Judge Alito on the States
THERE IS perhaps no area of American constitutional law as important and as in flux at the Supreme Court as the balance of power between the federal government and the states. Judge Samuel A. Alito Jr. does not have extensive writings on the subject as a lower court judge, but he has written two opinions that liberal groups cite as evidence of the grave danger his confirmation would carry. The two cases deal with different aspects of the broad question of what the court quaintly calls "our federalism." One involves the scope of Congress's power to regulate interstate commerce, the other the breadth of state immunity from lawsuits for money under the Constitution's 11th Amendment. In both cases, Judge Alito adopted states-rights ground from which later Supreme Court opinions seemed to turn away. Yet in our view, his opinions differ considerably in their merit.
Criticizing Judge Alito for his 11th Amendment ruling seems unjust. In an unfortunate string of cases starting in the mid-1990s, the Supreme Court breathed new life into the sovereign immunity of the states, greatly limiting Congress's ability to allow lawsuits for money against them. After the court nixed lawsuits under federal age and disability discrimination laws, the question arose as to whether its logic also applied to the Family and Medical Leave Act -- which guarantees workers the ability to take medical leave from their jobs. Judge Alito, writing for a unanimous panel in 2000, held that it did, at least for one provision.
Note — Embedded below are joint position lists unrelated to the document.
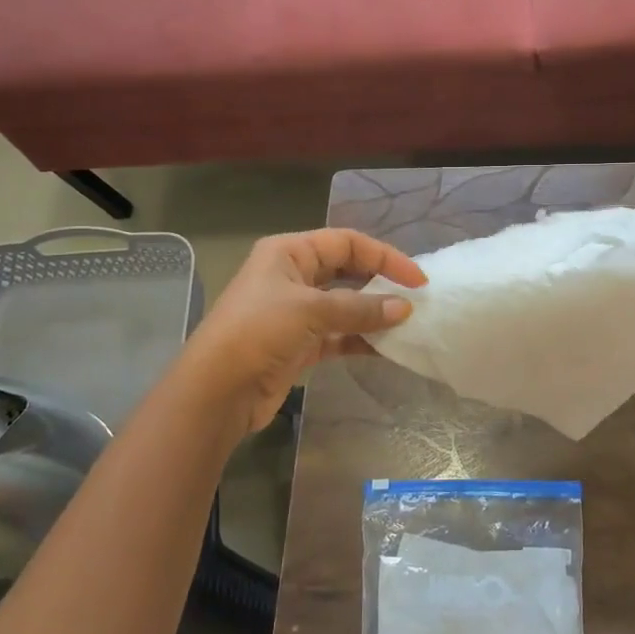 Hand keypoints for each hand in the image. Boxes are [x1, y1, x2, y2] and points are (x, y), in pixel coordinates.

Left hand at [173, 229, 425, 441]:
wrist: (217, 391)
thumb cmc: (258, 332)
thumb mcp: (311, 311)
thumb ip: (360, 308)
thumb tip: (404, 309)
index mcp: (289, 252)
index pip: (346, 242)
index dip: (384, 256)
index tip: (417, 278)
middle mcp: (292, 276)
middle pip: (346, 271)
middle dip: (380, 283)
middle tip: (415, 300)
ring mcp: (295, 312)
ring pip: (345, 305)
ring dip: (373, 314)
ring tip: (407, 325)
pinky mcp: (298, 345)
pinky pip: (338, 335)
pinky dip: (360, 339)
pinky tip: (386, 348) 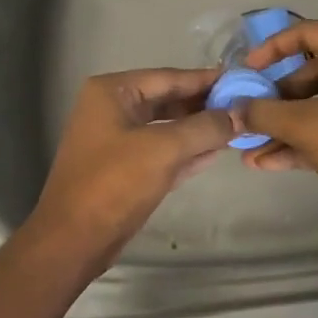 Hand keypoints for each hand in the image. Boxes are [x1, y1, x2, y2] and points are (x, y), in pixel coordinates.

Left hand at [23, 68, 235, 272]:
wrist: (73, 240)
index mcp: (112, 92)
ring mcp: (116, 139)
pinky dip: (186, 151)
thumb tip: (240, 113)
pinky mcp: (123, 168)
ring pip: (166, 126)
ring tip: (237, 126)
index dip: (205, 79)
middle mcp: (112, 108)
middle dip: (204, 105)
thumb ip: (205, 127)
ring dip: (198, 129)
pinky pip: (161, 151)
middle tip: (243, 106)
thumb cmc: (114, 183)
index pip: (168, 77)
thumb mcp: (164, 149)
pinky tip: (216, 151)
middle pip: (167, 99)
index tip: (240, 79)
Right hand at [238, 21, 317, 213]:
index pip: (307, 32)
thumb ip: (263, 113)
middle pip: (311, 74)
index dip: (271, 49)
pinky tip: (269, 162)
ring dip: (284, 126)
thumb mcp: (305, 126)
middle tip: (245, 117)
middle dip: (274, 100)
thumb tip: (232, 110)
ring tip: (249, 149)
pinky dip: (305, 140)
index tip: (246, 71) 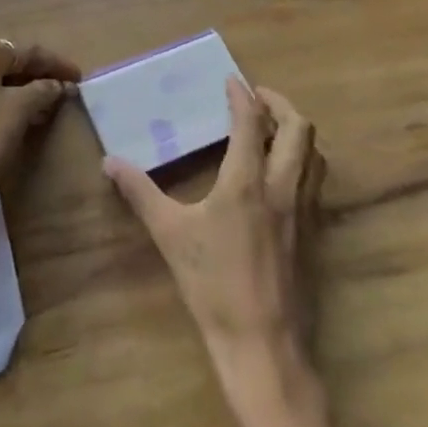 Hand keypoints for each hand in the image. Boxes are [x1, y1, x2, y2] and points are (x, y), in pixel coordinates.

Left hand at [0, 37, 80, 218]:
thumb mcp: (18, 111)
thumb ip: (43, 90)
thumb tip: (58, 84)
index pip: (26, 50)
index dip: (56, 63)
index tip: (79, 78)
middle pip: (6, 58)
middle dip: (36, 72)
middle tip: (61, 87)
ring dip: (18, 86)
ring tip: (44, 102)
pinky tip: (15, 114)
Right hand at [105, 78, 325, 367]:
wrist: (263, 346)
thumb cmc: (214, 286)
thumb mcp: (170, 235)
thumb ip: (141, 193)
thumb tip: (110, 162)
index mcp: (248, 181)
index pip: (251, 122)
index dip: (242, 96)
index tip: (232, 80)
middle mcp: (283, 187)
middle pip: (299, 129)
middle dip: (280, 104)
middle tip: (258, 98)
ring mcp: (304, 212)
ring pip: (315, 155)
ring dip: (297, 132)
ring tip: (273, 130)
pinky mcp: (315, 235)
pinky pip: (317, 183)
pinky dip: (304, 162)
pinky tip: (282, 176)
This seemed at the time like a natural consequence of the damage the Supreme Court had done; indeed, other circuits ruled the same way. But then, the Supreme Court backtracked, unexpectedly distinguishing a different provision of the leave act from the previous cases. This move gives opponents certain rhetorical ammunition against Judge Alito. But it actually says more about the inconsistency of the high court's own approach to the 11th Amendment than it does about any of the lower-court judges caught in its bait-and-switch.
By contrast, his dissent in a constitutional challenge to a federal machine gun ban is troubling. In U.S. v. Lopez in 1995, the Supreme Court struck down a law forbidding guns within school zones as an invalid exercise of Congress's power to regulate interstate commerce. The basic idea was that the law attacked activity that had nothing to do with commerce. This decision was right, but its logic is dangerous if taken too far. So much of modern federal policymaking relies on a robust understanding of the commerce power that even minor retrenchments could doom important federal laws.
In the wake of Lopez , the U.S. Court of Appeals for the 3rd Circuit upheld the federal ban on machine gun possession, but Judge Alito would have struck it down, arguing that the law was indistinguishable from the one the court invalidated in Lopez . No other circuit that considered the matter agreed with him, and for good reason. The machine gun law was much more obviously a regulation of a market than the school zones statute, which regulated not what guns people bought or possessed but where they walked with them. The machine gun law banned both transfer and possession of machine guns -- the ban on possession being an effort to criminalize the demand side of the gun market, while the transfer ban criminalized the supply side. Judge Alito's desire to extend the logic of Lopez to such a law seems to indicate an overly restrictive approach to the commerce clause -- though he did note that Congress could fix the statute quite easily. Senators will need to satisfy themselves that he does not envision a dramatic curtailing of national power.